Claire Stent from Statistics New Zealand
We try to offer the silver service "everything to everyone all the time". But then people are in the food court! They know Google's not the best search tool but it's quick and easy and has no tutting librarian over their shoulder. They don't feel *comfortable* with our portals. So what do we do? We improve our portals and our processes. So it's not silver service any more, but there's still no people because nothing's changed: the same service is still under the hood. Uni students get a course reader - a chapter here and a journal article there.

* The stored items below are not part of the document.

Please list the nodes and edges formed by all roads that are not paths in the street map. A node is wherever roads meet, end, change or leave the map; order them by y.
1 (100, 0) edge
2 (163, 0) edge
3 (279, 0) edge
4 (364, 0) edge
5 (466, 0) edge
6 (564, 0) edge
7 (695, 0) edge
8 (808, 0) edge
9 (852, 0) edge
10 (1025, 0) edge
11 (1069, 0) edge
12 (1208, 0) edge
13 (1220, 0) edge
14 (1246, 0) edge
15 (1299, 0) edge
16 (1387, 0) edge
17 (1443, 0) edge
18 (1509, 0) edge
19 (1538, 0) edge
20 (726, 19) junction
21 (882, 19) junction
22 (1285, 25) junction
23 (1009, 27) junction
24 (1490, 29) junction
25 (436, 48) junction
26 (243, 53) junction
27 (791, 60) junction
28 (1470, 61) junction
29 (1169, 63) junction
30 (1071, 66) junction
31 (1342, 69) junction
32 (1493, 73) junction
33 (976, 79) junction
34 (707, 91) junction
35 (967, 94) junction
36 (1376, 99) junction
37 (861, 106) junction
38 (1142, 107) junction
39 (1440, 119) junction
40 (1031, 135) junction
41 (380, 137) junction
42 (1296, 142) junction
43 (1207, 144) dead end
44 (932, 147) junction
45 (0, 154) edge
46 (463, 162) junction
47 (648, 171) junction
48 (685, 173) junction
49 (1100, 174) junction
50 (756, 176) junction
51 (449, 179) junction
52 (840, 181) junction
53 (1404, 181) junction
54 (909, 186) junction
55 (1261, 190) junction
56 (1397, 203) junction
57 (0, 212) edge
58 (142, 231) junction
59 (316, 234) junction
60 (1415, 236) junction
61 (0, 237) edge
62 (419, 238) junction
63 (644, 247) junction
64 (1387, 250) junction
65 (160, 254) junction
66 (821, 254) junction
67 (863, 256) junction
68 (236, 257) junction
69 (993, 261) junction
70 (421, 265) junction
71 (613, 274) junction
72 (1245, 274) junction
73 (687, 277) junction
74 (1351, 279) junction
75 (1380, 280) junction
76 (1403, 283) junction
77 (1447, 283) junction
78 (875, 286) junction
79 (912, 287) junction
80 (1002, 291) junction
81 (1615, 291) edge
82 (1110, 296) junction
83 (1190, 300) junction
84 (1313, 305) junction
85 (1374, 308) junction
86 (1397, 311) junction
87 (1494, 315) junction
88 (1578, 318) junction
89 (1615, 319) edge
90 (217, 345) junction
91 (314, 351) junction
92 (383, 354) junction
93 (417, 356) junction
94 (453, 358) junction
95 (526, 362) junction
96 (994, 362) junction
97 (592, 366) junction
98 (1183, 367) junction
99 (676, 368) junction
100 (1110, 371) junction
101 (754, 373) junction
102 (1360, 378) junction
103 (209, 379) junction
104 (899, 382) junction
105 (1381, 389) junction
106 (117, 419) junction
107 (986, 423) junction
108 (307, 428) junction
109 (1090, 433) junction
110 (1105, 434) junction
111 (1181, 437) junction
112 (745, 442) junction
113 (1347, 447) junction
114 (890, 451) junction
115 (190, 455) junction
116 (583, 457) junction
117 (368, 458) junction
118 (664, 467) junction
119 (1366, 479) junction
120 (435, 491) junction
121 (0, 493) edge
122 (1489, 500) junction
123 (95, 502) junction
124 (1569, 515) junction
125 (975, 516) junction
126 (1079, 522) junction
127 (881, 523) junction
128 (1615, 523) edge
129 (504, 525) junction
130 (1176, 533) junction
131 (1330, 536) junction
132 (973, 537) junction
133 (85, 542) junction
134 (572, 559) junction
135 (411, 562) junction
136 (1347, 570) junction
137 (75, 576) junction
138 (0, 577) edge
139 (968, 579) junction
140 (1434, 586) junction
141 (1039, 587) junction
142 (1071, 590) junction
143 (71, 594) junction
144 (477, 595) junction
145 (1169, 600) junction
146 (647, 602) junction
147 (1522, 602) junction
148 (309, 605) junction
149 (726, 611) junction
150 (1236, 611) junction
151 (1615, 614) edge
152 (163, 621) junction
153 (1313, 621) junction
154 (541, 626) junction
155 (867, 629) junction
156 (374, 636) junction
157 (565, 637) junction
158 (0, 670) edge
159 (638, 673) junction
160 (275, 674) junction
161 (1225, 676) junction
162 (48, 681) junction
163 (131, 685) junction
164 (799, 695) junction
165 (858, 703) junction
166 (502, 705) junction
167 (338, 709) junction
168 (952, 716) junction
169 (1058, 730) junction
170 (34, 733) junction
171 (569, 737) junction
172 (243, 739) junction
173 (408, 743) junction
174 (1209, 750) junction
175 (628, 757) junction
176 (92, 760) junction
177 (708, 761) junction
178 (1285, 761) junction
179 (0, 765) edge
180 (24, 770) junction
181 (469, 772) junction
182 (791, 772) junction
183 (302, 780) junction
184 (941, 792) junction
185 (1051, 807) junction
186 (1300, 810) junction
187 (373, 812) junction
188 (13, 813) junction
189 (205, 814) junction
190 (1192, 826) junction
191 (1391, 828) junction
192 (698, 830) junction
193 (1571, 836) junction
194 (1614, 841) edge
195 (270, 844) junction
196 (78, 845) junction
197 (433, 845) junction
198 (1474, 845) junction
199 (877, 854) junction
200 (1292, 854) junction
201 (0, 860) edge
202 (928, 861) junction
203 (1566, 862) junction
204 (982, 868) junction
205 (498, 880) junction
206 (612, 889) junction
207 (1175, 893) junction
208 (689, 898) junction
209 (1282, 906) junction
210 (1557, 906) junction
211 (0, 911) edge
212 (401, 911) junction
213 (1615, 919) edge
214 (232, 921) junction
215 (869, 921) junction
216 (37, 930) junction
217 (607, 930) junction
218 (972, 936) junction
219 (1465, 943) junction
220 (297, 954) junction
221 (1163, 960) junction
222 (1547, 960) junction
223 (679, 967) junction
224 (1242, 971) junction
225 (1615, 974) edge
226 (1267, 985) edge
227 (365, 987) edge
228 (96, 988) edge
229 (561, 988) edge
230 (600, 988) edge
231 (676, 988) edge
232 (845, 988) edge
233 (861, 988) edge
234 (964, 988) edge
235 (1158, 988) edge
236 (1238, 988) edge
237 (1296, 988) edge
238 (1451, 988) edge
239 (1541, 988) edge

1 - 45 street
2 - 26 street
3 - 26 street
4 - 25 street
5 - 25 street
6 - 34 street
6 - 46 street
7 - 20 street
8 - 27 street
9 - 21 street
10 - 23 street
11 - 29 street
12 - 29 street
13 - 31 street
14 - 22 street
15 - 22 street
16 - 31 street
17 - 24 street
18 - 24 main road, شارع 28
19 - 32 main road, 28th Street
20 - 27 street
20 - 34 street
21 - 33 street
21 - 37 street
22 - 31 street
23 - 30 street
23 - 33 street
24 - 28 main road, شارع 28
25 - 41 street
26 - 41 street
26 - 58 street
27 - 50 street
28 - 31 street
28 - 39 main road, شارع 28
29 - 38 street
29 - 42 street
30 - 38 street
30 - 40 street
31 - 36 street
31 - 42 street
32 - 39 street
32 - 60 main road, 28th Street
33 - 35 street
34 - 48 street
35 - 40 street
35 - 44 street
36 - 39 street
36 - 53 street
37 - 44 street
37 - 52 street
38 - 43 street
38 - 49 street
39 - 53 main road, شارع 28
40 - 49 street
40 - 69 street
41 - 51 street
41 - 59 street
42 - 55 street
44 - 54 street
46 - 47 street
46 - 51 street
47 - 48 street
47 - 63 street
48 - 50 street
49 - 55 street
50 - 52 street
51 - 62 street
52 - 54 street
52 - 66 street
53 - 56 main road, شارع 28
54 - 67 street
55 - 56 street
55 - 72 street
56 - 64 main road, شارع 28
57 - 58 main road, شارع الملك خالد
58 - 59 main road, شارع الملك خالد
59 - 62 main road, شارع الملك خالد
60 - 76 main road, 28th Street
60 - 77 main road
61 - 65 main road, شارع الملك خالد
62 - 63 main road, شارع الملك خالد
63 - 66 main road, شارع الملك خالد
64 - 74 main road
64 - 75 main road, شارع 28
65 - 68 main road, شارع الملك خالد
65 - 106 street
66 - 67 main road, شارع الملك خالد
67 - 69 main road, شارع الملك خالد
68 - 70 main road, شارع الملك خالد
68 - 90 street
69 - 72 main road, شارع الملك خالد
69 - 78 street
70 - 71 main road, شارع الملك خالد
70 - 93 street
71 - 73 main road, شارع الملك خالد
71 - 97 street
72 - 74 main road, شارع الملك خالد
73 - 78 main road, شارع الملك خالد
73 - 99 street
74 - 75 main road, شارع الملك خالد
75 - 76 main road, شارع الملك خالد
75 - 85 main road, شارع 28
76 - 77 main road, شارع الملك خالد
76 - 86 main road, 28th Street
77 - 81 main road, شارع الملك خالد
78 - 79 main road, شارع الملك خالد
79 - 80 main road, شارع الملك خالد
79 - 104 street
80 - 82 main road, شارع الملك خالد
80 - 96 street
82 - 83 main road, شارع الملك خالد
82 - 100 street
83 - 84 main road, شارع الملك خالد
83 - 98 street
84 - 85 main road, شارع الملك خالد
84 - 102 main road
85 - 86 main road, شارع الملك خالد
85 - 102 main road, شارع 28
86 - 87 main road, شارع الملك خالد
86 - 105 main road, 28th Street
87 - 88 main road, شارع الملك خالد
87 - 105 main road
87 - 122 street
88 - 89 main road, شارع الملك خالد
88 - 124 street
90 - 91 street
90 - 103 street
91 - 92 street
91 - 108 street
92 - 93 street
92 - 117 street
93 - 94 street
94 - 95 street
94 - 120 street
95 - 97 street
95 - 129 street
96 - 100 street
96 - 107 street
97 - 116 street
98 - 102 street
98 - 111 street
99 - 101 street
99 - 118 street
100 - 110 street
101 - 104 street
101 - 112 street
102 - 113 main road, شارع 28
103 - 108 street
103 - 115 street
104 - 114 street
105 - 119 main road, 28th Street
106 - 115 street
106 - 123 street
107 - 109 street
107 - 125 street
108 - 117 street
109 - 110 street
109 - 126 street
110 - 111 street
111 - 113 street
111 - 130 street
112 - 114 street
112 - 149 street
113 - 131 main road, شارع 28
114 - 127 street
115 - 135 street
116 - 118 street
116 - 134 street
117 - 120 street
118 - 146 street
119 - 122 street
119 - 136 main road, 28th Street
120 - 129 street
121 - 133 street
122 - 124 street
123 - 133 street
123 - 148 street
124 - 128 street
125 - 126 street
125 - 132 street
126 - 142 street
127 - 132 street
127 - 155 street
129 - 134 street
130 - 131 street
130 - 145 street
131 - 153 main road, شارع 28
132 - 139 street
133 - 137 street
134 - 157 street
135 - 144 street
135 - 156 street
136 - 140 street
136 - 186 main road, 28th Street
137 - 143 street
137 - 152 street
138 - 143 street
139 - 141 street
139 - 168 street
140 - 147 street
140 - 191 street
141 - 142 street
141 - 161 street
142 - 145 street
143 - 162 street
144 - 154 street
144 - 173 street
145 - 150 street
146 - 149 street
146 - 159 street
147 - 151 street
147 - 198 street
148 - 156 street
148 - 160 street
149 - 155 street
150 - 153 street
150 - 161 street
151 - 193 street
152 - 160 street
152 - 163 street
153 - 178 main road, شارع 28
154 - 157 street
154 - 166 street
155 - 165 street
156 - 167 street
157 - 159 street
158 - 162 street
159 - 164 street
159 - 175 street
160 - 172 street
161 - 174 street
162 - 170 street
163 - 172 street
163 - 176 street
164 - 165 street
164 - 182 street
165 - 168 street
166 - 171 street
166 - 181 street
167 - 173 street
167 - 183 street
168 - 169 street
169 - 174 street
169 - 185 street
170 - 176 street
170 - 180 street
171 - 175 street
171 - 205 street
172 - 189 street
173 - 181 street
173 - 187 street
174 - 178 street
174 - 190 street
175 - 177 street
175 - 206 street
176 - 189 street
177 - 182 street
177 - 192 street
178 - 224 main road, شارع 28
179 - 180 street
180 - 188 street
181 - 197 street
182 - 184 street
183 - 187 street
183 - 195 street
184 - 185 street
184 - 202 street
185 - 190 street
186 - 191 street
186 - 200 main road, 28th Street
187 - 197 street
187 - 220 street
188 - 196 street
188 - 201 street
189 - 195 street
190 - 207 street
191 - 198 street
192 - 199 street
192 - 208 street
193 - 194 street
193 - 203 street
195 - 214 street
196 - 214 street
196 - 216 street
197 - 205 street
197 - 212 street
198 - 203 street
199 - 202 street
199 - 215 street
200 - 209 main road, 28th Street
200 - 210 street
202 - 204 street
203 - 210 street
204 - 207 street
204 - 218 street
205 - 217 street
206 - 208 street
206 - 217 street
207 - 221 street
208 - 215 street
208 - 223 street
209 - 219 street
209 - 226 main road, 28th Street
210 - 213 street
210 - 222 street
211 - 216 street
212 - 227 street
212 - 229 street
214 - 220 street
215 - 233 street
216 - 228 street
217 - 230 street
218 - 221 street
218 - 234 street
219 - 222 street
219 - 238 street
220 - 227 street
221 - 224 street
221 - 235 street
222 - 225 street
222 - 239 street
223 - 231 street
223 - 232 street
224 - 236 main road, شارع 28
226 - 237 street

What do we want? Something different, like a picnic or barbecue? Why be a restaurant if people don't want that? So now if people go to their research page they get training, emails, etc to do with research. Also has pictures! Getting lots of good feedback.
People don't want journals and issues; they want one subject-related article. So instead of table of contents, get a subject-related alert. RSS feed search alerts from Ebsco or ProQuest.
Don't invent your same service in a new way; invent a new service!
Questions from audience:
- Why second-guess what people want rather than asking them? (or watching what they use)
- Do your staff understand alerts and RSS feeds?
- Is the value of libraries in the food or the service or the menu?
Break-out groups came up with:
- Vote that we're about service.
- We're not convinced people know what they want. Should observe them rather than ask.
- People like different delivery methods - need to do a variety of things.